Strawbs are an English progressive rock band from London. Formed in early 1963 as the Strawberry Hill Boys, the group was originally an acoustic trio consisting of Dave Cousins on vocals, guitar and banjo; Tony Hooper on vocals, guitar and percussion; and Arthur Phillips on mandolin and vocals. The band's current lineup includes Cousins (a constant member, save for a brief period in 1980), guitarist and vocalist Dave Lambert (from 1972 to 1978, 1999 to 2001, and since 2004), bassist and vocalist Chas Cronk (from 1973 to 1980, and since 2004), drummer Tony Fernandez (from 1977 to 1980, 2010 to 2012, and since 2014), and keyboardist and guitarist Dave Bainbridge (since 2015)

History

1963–1972
The Strawbs were formed as the Strawberry Hill Boys in early 1963, made up of Dave Cousins on vocals, guitar and banjo; Tony Hooper on guitar, percussion and vocals; and Arthur Phillips on mandolin and vocals. In June 1964, Phillips left and double bassist "Talking" John Berry took over as the band's third member. Berry was replaced by Ron Chesterman in the autumn of 1966. Early the next summer, singer-songwriter Sandy Denny joined the band to make it a four-piece for the first time, with the quartet recording All Our Own Work that July. Denny had left by the end of the year, with Sonja Kristina taking her place for one show before the group reverted to a trio.

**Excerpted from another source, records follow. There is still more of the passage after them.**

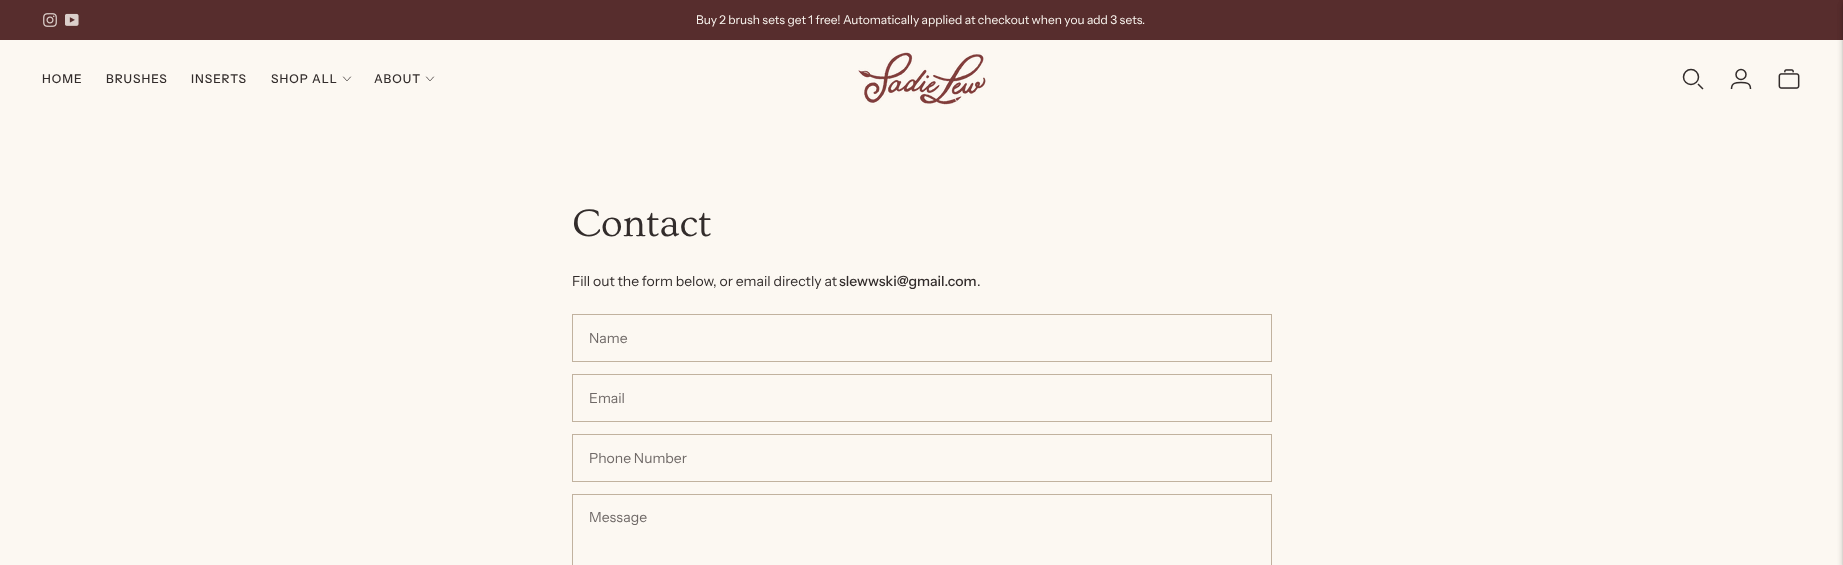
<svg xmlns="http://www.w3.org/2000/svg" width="1843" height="565">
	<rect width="100%" height="100%" fill="#FCF8F2" />
	<rect x="0" y="0" width="1843" height="40" fill="#572D2D" />
	<rect x="1843" y="4" width="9" height="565" fill="#000000" fill-opacity="0.1" filter="blur(3px)" />
	<rect x="1843" y="2" width="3" height="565" fill="#000000" fill-opacity="0.15" filter="blur(1px)" />
	<image x="43" y="13" width="14" height="14" href="assets/img1.png" />
	<image x="65" y="13" width="14" height="13" href="assets/img2.png" />
	<text x="696" y="24" font-family="Instrument Sans" font-size="12" fill="#FCF8F2">Buy 2 brush sets get 1 free! Automatically applied at checkout when you add 3 sets.</text>
	<g font-family="Instrument Sans" font-size="12" font-weight="500" letter-spacing="1" fill="#322C2B">
		<text x="42" y="83">HOME</text>
		<text x="106" y="83">BRUSHES</text>
		<text x="191" y="83">INSERTS</text>
		<text x="271" y="83">SHOP ALL</text>
	</g>
	<path d="M343.5 77C348 82 346 82 350.5 77" fill="none" stroke="#322C2B" stroke-width="0.8" stroke-linecap="round" stroke-linejoin="round" />
	<text x="374" y="83" font-family="Instrument Sans" font-size="12" font-weight="500" letter-spacing="1" fill="#322C2B">ABOUT</text>
	<path d="M426.5 77C431 82 429 82 433.5 77" fill="none" stroke="#322C2B" stroke-width="0.8" stroke-linecap="round" stroke-linejoin="round" />
	<image x="858" y="52" width="128" height="53" href="assets/img3.png" />
	<circle cx="1691" cy="77" r="7.5" fill="none" stroke="#322C2B" stroke-width="1.5" />
	<path d="M1698 84L1703 89" fill="none" stroke="#322C2B" stroke-width="1.5" />
	<circle cx="1741" cy="74.5" r="5" fill="none" stroke="#322C2B" stroke-width="1.5" />
	<path d="M1731.5 89C1731.5 82.5 1736 82.5 1741 82.5C1746 82.5 1750.5 82.5 1750.5 89" fill="none" stroke="#322C2B" stroke-width="1.5" />
	<image x="1778" y="69" width="22" height="20" href="assets/img4.png" />
	<rect x="1843" y="4" width="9" height="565" fill="#000000" fill-opacity="0.1" filter="blur(3px)" />
	<text x="572" y="236" font-family="Ovo" font-size="40" fill="#322C2B">Contact</text>
	<text x="572" y="286" font-family="Instrument Sans" font-size="14" fill="#322C2B">Fill out the form below, or email directly at</text>
	<text x="839" y="286" font-family="Instrument Sans" font-size="14" font-weight="500" fill="#322C2B">slewwski@gmail.com</text>
	<text x="977" y="286" font-family="Instrument Sans" font-size="14" fill="#322C2B">.</text>
	<rect x="572.5" y="314.5" width="699" height="47" fill="none" stroke="#C1B29F" />
	<text x="589" y="343" font-family="Instrument Sans" font-size="14" fill="#6F6967">Name</text>
	<rect x="572.5" y="374.5" width="699" height="47" fill="none" stroke="#C1B29F" />
	<text x="589" y="403" font-family="Instrument Sans" font-size="14" fill="#6F6967">Email</text>
	<rect x="572.5" y="434.5" width="699" height="47" fill="none" stroke="#C1B29F" />
	<text x="589" y="463" font-family="Instrument Sans" font-size="14" fill="#6F6967">Phone Number</text>
	<rect x="572.5" y="494.5" width="699" height="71" fill="none" stroke="#C1B29F" />
	<text x="589" y="522" font-family="Instrument Sans" font-size="14" fill="#6F6967">Message</text>
</svg>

Cousins, Hooper and Chesterman released Strawbs' self-titled debut album in May 1969. In August, the group became a quartet again with the addition of Claire Deniz as their first cellist. This lineup recorded Dragonfly, which was issued in February 1970 after Deniz had been replaced by Lindsay L. Cooper. The next month, the group added Rick Wakeman as their first keyboardist. Just a few weeks later, Chesterman left the band and Cooper took over on bass. By the beginning of May, Elmer Gantry's Velvet Opera members John Ford and Richard Hudson had joined the group on bass and drums, respectively, as their style moved away from being primarily acoustic.

After releasing live album Just a Collection of Antiques and Curios and studio album From the Witchwood, Wakeman left Strawbs in August 1971 to join Yes. He was replaced by Derek "Blue" Weaver of Fair Weather. Grave New World followed in early 1972, before founding member Tony Hooper left that August. In a 1991 interview, Hooper credited his departure to musical differences, recalling that "I felt that we were the best at what we did ... But there was pressure to succeed in America, and that entailed a move towards rock. I considered that to move in that direction would be to move into competition with many bands who were very good at what they did".

1972–1980
Tony Hooper was replaced by Dave Lambert, who had just performed on Dave Cousins' solo debut Two Weeks Last Summer. The new lineup released Bursting at the Seams at the beginning of 1973, before the group splintered in the summer when Ford, Weaver and Hudson were all fired after allegedly attempting to oust Cousins. That July, the frontman and Lambert introduced a new lineup with bassist Chas Cronk (formerly a session musician), keyboardist John Hawken (previously of the Nashville Teens) and drummer Rod Coombes (from Juicy Lucy and Stealers Wheel). After releasing Hero and Heroine and Ghosts, Hawken left Strawbs and Nomadness was recorded with various session keyboardists. After the recording of Nomadness, Hawken was replaced by John Mealing and Robert Kirby. The new two-keyboard lineup released Deep Cuts and Burning for You, after which Coombes left the group. He was replaced in time for the recording of Deadlines by Rick Wakeman's drummer Tony Fernandez.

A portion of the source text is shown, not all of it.